(SOURCE MATERIAL Opens)
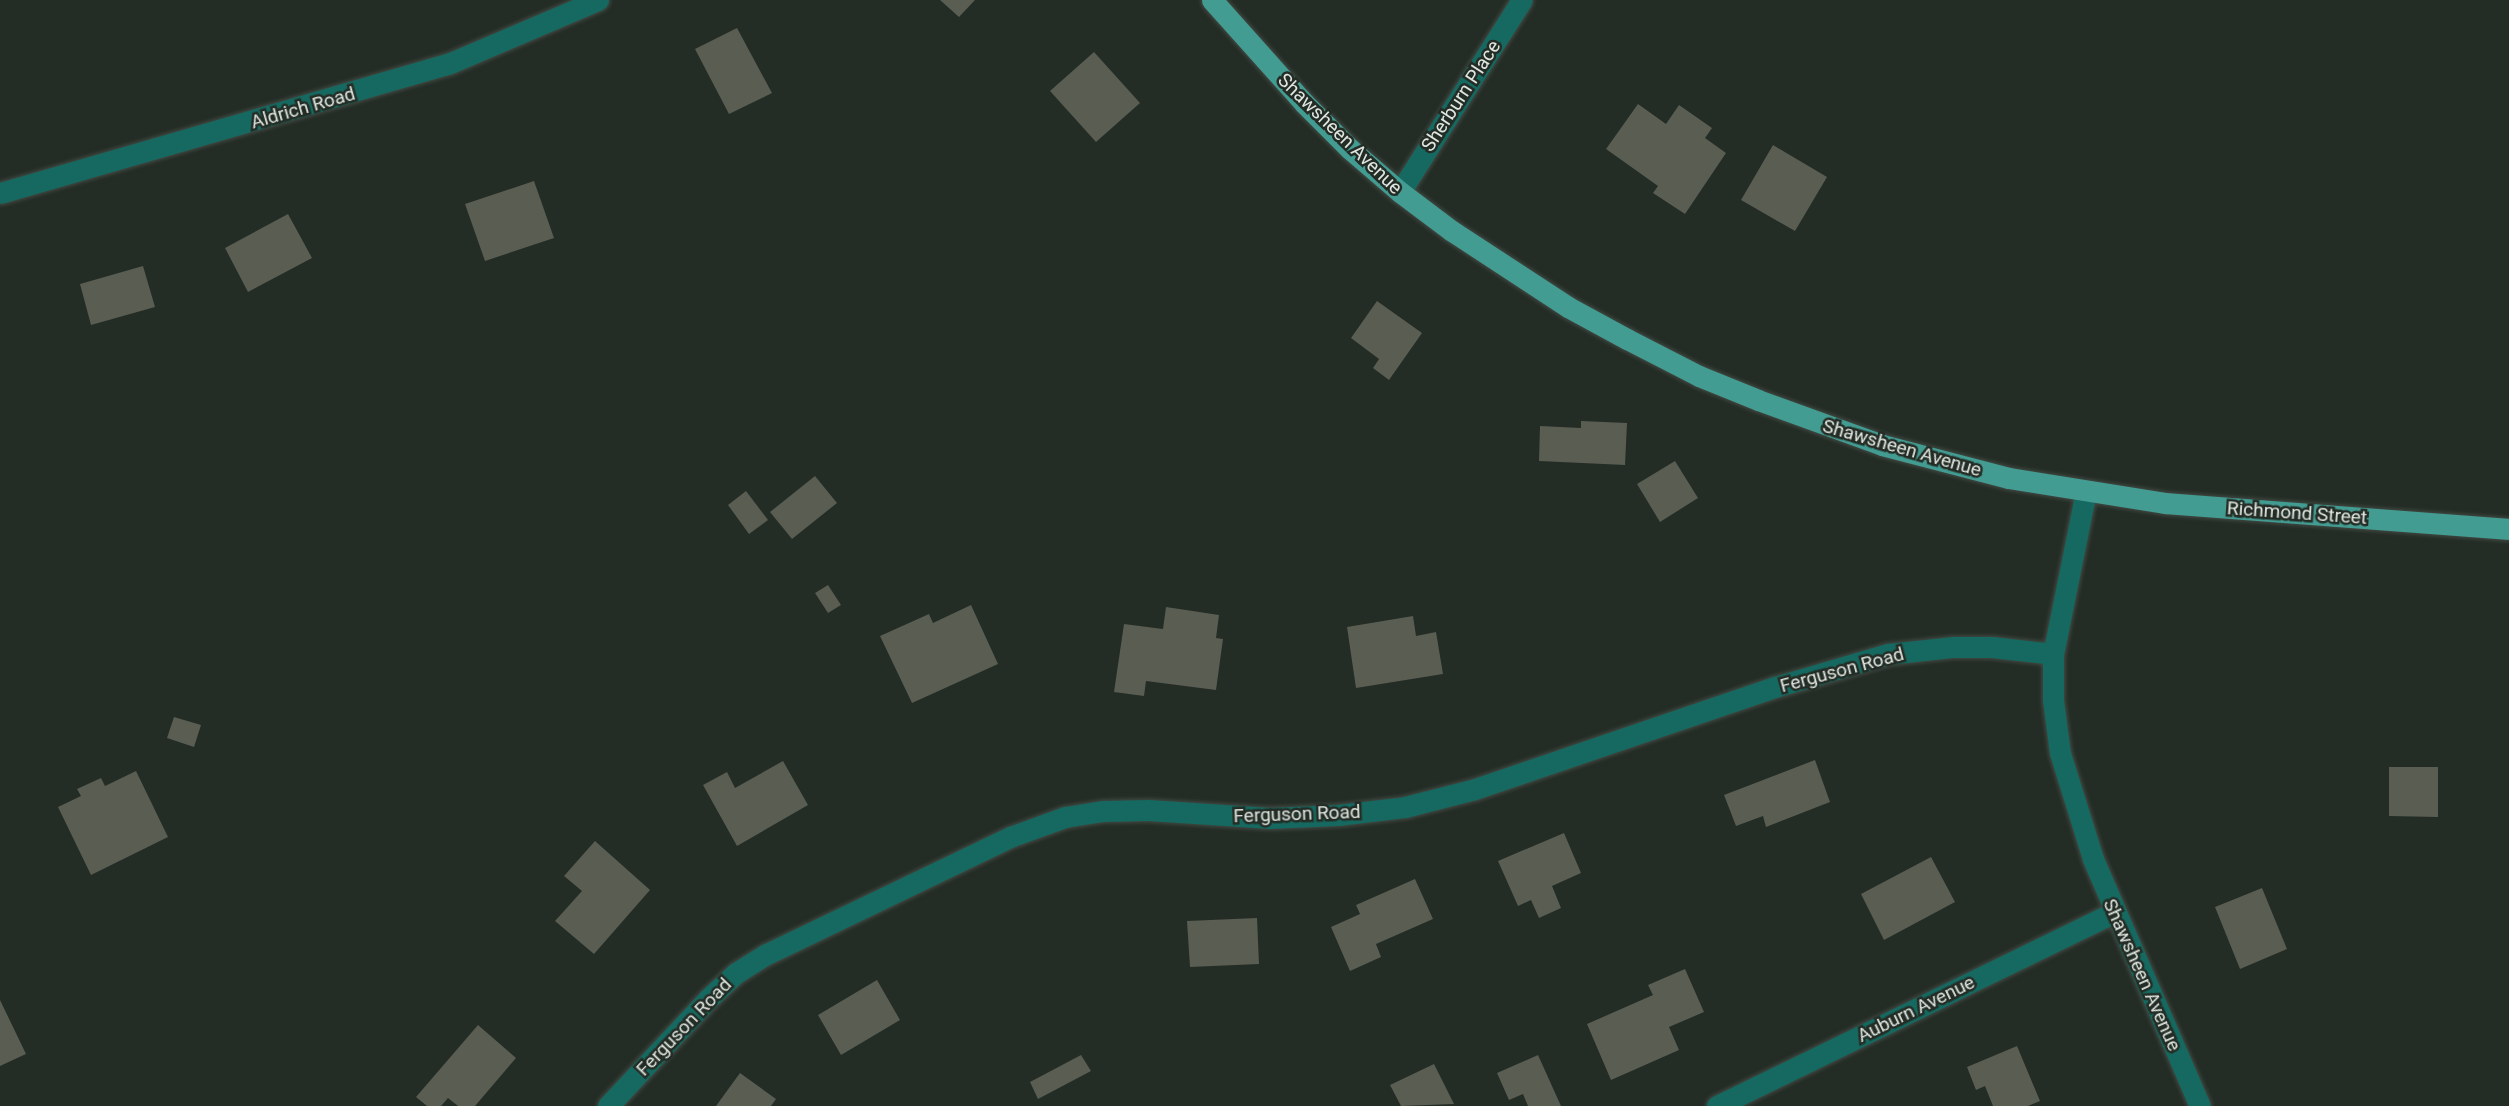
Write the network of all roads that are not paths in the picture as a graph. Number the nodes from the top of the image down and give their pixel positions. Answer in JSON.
{"nodes":[{"id":1,"x":598,"y":0,"type":"edge"},
{"id":2,"x":1212,"y":0,"type":"edge"},
{"id":3,"x":1522,"y":0,"type":"edge"},
{"id":4,"x":1400,"y":192,"type":"junction"},
{"id":5,"x":0,"y":193,"type":"edge"},
{"id":6,"x":2086,"y":491,"type":"junction"},
{"id":7,"x":2509,"y":529,"type":"edge"},
{"id":8,"x":2053,"y":654,"type":"junction"},
{"id":9,"x":2114,"y":912,"type":"junction"},
{"id":10,"x":608,"y":1106,"type":"edge"},
{"id":11,"x":1717,"y":1106,"type":"edge"},
{"id":12,"x":2200,"y":1106,"type":"edge"}],
"edges":[{"from":1,"to":5,"type":"street","name":"Aldrich Road"},
{"from":2,"to":4,"type":"main road","name":"Shawsheen Avenue"},
{"from":3,"to":4,"type":"street","name":"Sherburn Place"},
{"from":4,"to":6,"type":"main road","name":"Shawsheen Avenue"},
{"from":6,"to":7,"type":"main road","name":"Richmond Street"},
{"from":6,"to":8,"type":"street","name":"Shawsheen Avenue"},
{"from":8,"to":9,"type":"street","name":"Shawsheen Avenue"},
{"from":8,"to":10,"type":"street","name":"Ferguson Road"},
{"from":9,"to":11,"type":"street","name":"Auburn Avenue"},
{"from":9,"to":12,"type":"street","name":"Shawsheen Avenue"}]}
(SOURCE MATERIAL Closes)
The answer must be all the lines above that hold the word "nodes".

(EXPECTED ANSWER)
Write the network of all roads that are not paths in the picture as a graph. Number the nodes from the top of the image down and give their pixel positions. Answer in JSON.
{"nodes":[{"id":1,"x":598,"y":0,"type":"edge"},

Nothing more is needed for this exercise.